Given, $ABCD$ is a parallelogram, bisector of $\angle\text{A}$, bisects $BC$ at F i.e., $\angle\text{1}=\angle2,\text{CF}=\text{FB}$ Draw $FB\ ||\ BA$
$\therefore\text{ABFE}$ is a parallelogram by construction
$\angle1=\angle6$
But $\angle1=\angle2$ [given]
$\therefore\angle2=\angle6$
$AB = FB$ [opposite sides to equal angles are equal] $…(i)$
$\therefore\text{ABFE}$ is a rhombus.
Now, in $\triangle\text{ABO}\ \text{and}\ \text{BOF},\text{AB}=\text{FB}$ [from eq. $(i)$]
$BO = BO$ [common] $AO = FO$ [diagonals of rhombus bisect each other]
$\therefore\triangle\text{ABO}\cong\triangle\text{BOF}$ [by SSS]
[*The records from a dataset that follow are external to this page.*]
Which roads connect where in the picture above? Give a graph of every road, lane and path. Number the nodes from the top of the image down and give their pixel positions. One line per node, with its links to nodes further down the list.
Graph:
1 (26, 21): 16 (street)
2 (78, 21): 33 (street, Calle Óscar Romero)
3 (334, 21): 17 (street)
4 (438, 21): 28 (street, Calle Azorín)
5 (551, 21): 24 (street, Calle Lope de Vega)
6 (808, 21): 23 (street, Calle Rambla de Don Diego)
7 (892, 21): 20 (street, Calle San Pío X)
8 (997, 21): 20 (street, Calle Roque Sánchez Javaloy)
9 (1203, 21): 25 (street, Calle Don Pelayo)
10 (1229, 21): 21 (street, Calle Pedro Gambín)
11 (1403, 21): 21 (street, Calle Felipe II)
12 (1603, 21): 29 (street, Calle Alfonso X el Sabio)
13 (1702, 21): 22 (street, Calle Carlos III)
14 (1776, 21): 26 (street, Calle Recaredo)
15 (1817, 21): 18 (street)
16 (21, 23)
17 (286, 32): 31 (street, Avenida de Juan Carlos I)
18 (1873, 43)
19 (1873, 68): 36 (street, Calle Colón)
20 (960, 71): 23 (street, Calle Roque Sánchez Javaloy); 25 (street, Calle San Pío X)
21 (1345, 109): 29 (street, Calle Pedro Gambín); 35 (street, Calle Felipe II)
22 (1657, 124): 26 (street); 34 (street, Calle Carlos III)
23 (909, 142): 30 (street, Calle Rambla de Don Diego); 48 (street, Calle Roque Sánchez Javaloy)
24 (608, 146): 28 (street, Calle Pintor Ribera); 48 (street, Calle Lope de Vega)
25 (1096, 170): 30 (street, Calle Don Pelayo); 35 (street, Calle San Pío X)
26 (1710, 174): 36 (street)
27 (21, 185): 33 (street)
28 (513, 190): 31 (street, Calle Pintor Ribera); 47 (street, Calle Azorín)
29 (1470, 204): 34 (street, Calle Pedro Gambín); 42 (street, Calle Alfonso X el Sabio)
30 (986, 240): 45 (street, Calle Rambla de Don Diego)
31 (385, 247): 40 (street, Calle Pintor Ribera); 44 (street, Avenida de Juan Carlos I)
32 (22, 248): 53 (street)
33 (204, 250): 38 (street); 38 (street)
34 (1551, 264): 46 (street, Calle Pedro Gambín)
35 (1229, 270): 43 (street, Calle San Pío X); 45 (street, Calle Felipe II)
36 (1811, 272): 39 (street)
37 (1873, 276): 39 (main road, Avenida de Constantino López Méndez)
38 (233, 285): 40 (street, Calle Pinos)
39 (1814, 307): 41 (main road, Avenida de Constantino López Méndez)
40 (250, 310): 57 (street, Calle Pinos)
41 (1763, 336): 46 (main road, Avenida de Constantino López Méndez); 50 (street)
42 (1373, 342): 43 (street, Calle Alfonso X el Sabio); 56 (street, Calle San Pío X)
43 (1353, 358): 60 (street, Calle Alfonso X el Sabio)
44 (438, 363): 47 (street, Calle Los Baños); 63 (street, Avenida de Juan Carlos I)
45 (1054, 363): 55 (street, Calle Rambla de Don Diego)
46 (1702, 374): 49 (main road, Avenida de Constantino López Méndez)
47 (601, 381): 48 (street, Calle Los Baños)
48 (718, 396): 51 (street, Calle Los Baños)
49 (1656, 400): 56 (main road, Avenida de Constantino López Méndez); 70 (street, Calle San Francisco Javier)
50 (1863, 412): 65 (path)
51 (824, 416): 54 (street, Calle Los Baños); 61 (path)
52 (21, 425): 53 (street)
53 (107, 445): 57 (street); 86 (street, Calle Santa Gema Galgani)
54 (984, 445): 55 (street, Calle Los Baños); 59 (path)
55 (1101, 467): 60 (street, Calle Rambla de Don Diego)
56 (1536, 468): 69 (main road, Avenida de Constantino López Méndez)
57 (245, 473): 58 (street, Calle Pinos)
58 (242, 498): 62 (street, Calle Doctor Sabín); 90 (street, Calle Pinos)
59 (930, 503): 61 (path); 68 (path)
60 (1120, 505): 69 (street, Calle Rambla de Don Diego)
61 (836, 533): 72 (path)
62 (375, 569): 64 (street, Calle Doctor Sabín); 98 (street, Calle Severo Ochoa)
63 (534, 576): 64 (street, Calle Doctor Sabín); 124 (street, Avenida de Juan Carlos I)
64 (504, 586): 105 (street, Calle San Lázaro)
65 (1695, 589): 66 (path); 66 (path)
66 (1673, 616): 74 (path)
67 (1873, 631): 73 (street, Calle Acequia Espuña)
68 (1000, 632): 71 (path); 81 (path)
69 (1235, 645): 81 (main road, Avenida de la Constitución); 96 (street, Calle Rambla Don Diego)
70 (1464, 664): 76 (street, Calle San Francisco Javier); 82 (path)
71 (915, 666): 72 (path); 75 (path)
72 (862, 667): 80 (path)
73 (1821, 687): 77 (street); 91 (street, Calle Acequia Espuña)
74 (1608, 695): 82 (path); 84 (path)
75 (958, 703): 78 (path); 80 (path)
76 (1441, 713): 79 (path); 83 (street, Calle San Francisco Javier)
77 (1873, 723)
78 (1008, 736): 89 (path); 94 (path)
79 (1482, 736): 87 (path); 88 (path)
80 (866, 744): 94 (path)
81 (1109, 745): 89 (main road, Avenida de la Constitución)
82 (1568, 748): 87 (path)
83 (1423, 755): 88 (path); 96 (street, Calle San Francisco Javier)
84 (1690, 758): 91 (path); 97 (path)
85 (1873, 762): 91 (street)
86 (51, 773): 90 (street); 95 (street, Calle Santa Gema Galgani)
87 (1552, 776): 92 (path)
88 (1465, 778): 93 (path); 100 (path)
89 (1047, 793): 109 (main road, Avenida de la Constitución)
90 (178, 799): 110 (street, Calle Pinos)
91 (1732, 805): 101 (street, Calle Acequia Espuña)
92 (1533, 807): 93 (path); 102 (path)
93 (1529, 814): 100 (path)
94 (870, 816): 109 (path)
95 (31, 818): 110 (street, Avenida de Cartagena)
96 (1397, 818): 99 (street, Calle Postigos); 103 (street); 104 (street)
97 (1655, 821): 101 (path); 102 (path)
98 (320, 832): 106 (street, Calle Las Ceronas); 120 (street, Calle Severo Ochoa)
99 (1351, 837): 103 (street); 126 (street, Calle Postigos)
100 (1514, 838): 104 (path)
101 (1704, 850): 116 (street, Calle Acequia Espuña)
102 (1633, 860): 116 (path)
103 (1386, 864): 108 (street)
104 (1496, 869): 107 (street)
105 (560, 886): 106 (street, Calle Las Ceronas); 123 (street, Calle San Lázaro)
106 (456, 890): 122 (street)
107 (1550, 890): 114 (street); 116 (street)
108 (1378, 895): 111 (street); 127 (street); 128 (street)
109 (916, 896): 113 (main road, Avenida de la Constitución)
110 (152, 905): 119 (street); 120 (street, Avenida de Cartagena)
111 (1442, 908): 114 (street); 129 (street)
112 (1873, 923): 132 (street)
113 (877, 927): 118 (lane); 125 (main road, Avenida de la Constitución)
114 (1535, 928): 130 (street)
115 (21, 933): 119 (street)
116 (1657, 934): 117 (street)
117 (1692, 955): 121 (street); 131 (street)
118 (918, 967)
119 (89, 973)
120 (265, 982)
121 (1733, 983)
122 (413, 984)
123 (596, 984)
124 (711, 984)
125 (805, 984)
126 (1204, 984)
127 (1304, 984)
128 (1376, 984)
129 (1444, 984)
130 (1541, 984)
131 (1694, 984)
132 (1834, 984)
$\angle3=\angle4$ [by $CPCT$]
Now, $BF =$$\frac{1}{2}\text{BC}$[given]
$\Rightarrow\text{BF}=\frac{1}{2}\text{AD}$ $[BC = AD]$
$\Rightarrow\text{AE}=\frac{1}{2}\text{AD}$$[BF = AE]$
$\therefore$ $E$ is the mid-point of $AD$.